> _REQUIRED ACTION_
Report all lines of the records that contain "Manresa".

#### PROVIDED MATERIAL

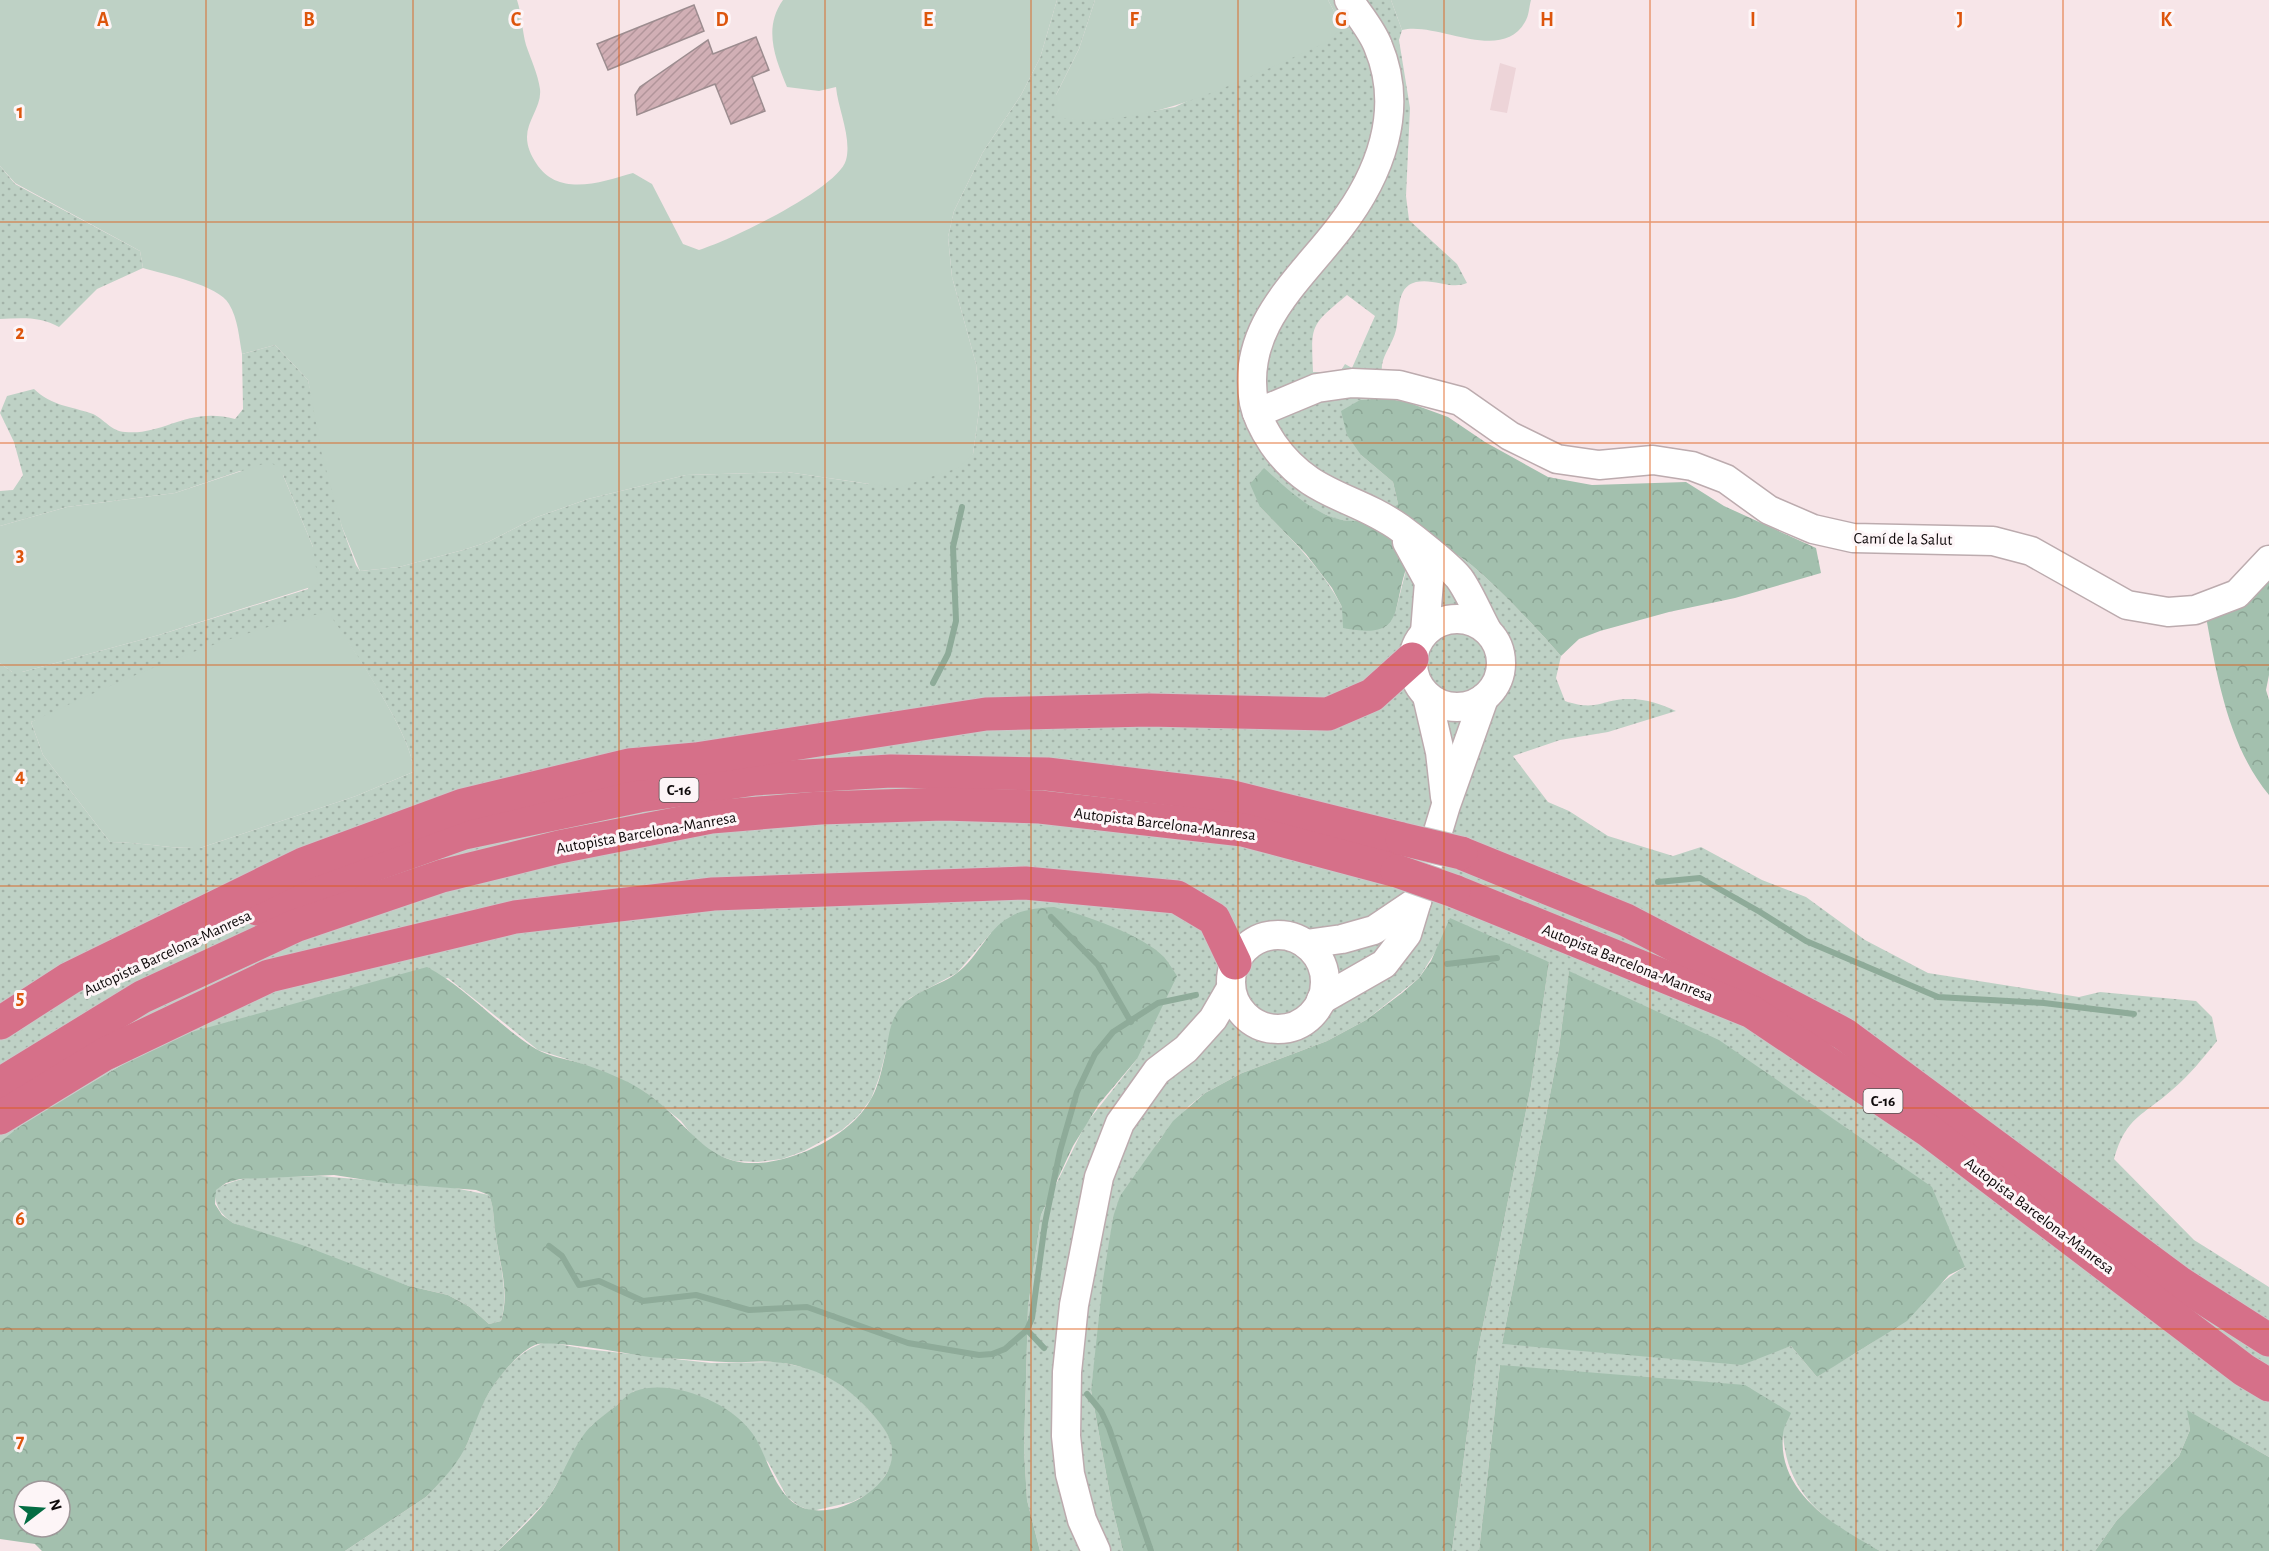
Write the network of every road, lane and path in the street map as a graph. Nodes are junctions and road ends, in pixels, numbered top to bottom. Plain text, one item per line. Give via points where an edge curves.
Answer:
1 (1349, 0) edge
2 (1257, 413) junction
3 (1399, 527) junction
4 (2269, 560) edge
5 (1487, 630) junction
6 (1418, 646) junction
7 (1427, 696) junction
8 (1484, 698) junction
9 (1446, 805) junction
10 (1417, 901) junction
11 (1306, 944) junction
12 (1233, 976) junction
13 (1321, 1000) junction
14 (0, 1023) edge
15 (1261, 1026) junction
16 (0, 1043) edge
17 (1186, 1049) junction
18 (0, 1084) edge
19 (0, 1118) edge
20 (2269, 1340) edge
21 (2269, 1385) edge
22 (1096, 1551) edge

1 - 2 street via 1378,45 1391,102 1381,159 1341,226 1298,276 1260,332 1252,365
2 - 3 street via 1284,458 1313,484
2 - 4 street, Camí de la Salut via 1317,388 1352,383 1399,385 1460,401 1510,436 1557,459 1599,465 1653,460 1692,466 1726,479 1769,510 1813,529 1853,538 1993,541 2031,551 2127,605 2168,612 2195,610 2237,594
3 - 5 street via 1459,578
3 - 6 street via 1429,582
5 - 6 street via 1472,621 1455,618 1439,622
5 - 8 street via 1498,646 1501,664 1496,683
6 - 7 street via 1415,680
6 - 14 highway via 1372,695 1328,714 986,714 696,759 629,765 463,805 303,864 70,978
7 - 8 street via 1455,707
7 - 9 street via 1440,752
8 - 9 street
9 - 10 street
10 - 11 street via 1374,930
10 - 13 street via 1407,934 1384,964
11 - 12 street via 1286,935 1265,936 1247,946
11 - 13 street via 1323,970
12 - 15 street via 1241,1011
12 - 17 street via 1213,1019
12 - 19 highway via 1214,920 1177,897 1025,883 713,894 515,917 269,976 105,1054
13 - 15 street via 1311,1015 1296,1025 1278,1029
15 - 17 street via 1227,1032
16 - 20 highway, Autopista Barcelona-Manresa / C-16, bridge via 82,991 287,896 464,833 639,796 755,779 891,771 1047,774 1229,796 1461,853 1626,920 1844,1034 2180,1283
17 - 22 street via 1158,1071 1120,1123 1099,1178 1074,1305 1066,1437 1082,1520
18 - 21 highway, Autopista Barcelona-Manresa / C-16, bridge via 142,997 295,926 442,876 559,847 711,817 943,804 1040,807 1244,830 1396,871 1454,891 1752,1012 1929,1131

########

> _EXERCISE RESPONSE_
16 - 20 highway, Autopista Barcelona-Manresa / C-16, bridge via 82,991 287,896 464,833 639,796 755,779 891,771 1047,774 1229,796 1461,853 1626,920 1844,1034 2180,1283
18 - 21 highway, Autopista Barcelona-Manresa / C-16, bridge via 142,997 295,926 442,876 559,847 711,817 943,804 1040,807 1244,830 1396,871 1454,891 1752,1012 1929,1131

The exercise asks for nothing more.